Faktanya, investor menggunakan dua analisis yang menggunakan informasi masa lalu dan masa depan, yakni analisis teknikal dan fundamental. Analisis teknikal mengandalkan informasi masa lalu. Investor hanya melihat kecenderungan kenaikan atau penurunan harga saham. Sementara analisis fundamental memprediksi harga saham melalui kemungkinan peristiwa yang terjadi di masa depan. Investor sering menggabungkan keduanya untuk mengambil keputusan melakukan transaksi saham.
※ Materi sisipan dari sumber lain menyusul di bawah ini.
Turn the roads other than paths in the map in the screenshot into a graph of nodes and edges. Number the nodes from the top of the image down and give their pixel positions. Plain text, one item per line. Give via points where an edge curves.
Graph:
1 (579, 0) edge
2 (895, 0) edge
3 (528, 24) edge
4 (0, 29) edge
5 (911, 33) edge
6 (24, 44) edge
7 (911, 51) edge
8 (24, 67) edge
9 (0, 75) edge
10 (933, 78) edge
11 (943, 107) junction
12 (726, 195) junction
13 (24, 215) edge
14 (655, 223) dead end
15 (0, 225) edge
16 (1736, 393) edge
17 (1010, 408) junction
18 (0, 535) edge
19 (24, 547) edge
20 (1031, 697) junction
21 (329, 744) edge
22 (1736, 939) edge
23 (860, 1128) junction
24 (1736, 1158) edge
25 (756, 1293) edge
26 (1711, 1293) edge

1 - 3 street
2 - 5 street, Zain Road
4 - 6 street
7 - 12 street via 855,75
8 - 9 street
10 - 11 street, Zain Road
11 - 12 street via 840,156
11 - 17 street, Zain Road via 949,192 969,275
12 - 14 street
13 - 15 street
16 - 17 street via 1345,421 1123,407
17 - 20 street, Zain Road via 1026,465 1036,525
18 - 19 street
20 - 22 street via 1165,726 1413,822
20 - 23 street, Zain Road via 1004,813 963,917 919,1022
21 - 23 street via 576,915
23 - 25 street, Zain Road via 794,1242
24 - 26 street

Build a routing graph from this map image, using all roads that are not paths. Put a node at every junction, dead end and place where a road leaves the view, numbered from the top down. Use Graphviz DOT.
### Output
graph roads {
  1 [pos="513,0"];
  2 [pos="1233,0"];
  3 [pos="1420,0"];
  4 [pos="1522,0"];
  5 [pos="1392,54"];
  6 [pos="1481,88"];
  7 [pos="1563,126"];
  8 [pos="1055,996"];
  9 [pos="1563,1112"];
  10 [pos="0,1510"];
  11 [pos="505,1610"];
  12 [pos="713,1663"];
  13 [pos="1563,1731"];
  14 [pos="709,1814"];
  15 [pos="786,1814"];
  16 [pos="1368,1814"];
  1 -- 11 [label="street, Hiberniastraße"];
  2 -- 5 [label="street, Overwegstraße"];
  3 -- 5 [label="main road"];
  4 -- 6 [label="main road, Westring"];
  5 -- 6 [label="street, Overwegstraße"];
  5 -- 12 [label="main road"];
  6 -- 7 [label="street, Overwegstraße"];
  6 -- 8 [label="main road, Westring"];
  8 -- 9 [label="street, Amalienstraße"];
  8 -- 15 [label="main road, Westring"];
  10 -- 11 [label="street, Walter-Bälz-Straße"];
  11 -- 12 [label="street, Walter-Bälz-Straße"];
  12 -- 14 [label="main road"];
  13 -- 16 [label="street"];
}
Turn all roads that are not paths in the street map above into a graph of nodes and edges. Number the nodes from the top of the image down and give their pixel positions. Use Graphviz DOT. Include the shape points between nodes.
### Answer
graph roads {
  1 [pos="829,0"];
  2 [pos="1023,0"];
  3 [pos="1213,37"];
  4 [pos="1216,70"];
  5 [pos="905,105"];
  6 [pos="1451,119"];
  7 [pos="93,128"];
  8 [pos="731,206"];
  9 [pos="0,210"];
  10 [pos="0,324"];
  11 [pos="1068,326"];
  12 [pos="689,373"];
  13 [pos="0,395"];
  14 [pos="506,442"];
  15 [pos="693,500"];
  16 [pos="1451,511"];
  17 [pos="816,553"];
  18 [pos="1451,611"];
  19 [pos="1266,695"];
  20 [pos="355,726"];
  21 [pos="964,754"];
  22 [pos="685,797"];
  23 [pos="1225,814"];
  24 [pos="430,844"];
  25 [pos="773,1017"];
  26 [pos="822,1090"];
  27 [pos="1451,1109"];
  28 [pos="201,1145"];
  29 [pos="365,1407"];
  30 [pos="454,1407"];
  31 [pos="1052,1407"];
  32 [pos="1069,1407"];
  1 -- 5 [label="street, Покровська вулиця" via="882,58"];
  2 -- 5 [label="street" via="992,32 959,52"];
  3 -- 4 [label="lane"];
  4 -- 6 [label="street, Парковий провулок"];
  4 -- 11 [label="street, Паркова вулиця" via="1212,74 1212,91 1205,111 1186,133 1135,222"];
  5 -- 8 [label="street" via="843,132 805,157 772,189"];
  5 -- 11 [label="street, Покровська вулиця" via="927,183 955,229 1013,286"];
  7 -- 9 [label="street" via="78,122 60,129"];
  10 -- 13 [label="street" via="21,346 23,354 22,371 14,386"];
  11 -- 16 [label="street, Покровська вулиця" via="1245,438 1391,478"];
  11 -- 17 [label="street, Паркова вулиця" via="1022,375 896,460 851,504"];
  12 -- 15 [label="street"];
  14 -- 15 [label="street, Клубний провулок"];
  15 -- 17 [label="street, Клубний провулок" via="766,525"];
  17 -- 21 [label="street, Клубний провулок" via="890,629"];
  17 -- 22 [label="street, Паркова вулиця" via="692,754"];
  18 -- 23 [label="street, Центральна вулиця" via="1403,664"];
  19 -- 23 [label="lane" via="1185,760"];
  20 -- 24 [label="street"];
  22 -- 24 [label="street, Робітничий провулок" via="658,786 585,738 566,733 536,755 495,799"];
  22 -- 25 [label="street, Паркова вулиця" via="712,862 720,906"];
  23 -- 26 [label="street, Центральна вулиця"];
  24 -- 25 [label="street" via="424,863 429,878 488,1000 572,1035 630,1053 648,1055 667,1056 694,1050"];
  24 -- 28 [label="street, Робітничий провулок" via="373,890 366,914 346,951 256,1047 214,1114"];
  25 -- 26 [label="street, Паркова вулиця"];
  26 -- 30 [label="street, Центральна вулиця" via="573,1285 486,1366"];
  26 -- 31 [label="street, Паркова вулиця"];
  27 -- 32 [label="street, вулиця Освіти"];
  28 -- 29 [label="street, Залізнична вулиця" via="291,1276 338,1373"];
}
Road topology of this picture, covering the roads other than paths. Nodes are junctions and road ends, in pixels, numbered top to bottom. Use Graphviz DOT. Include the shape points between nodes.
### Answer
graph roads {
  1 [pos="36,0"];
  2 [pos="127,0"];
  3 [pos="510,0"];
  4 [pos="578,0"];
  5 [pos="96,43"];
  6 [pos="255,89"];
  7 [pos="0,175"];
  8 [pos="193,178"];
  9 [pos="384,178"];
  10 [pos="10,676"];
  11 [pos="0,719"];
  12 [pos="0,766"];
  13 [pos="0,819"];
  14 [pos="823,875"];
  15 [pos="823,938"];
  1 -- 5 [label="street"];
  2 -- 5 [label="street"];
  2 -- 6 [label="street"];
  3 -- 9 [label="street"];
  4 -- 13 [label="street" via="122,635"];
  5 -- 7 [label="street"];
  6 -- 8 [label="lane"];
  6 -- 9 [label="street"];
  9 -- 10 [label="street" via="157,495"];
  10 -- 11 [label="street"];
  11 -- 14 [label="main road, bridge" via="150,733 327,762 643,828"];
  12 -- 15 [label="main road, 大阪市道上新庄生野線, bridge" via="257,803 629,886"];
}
Dalam hal ini, investor memercayai informasi masa lalu belum sepenuhnya terungkap. Informasi masa depan masih dapat digunakan untuk memprediksi pergerakan harga saham. Oleh karenanya, pasar modal tidak efisien karena informasi masa lalu dan masa depan tidak tecermin dalam harga saham.
Sebaliknya, perilaku investor rasional dapat menjadi tidak rasional, “people often become the victim of cognitive and emotional biases which compel them to behave in an irrational manner” (Tarak Paul, 2014). Investor bertindak tidak lagi menggunakan informasi yang tersedia untuk mendapatkan keuntungan yang maksimal, akan tetapi ia mengikuti emosi yang cenderung membuat penyimpangan. Investor dapat memiliki bias emosi karena percaya diri berlebihan, keputusan menggunakan informasi masa lalu yang tidak memiliki informasi unggul, penggunaan informasi yang hanya dikenal oleh investor, diversifikasi yang tidak sempurna, penjualan saham karena rasa takut kehilangan keuntungan (wharton@work, 2012).
Emosi akan memengaruhi investor untuk membuat keputusan melakukan transaksi saham. Investor terkecoh dengan pergerakan di pasar modal bukan karena informasi masa lalu atau masa depan, akan tetapi investor yang dipenuhi dengan emosi melakukan transaksi mengakibatkan timbulnya kecenderungan harga saham di pasar modal.
Kesimpulannya, investor akan mengandalkan emosi individual yang dapat memengaruhi pergerakan harga saham di pasar modal, bukan informasi yang efisien di pasar modal.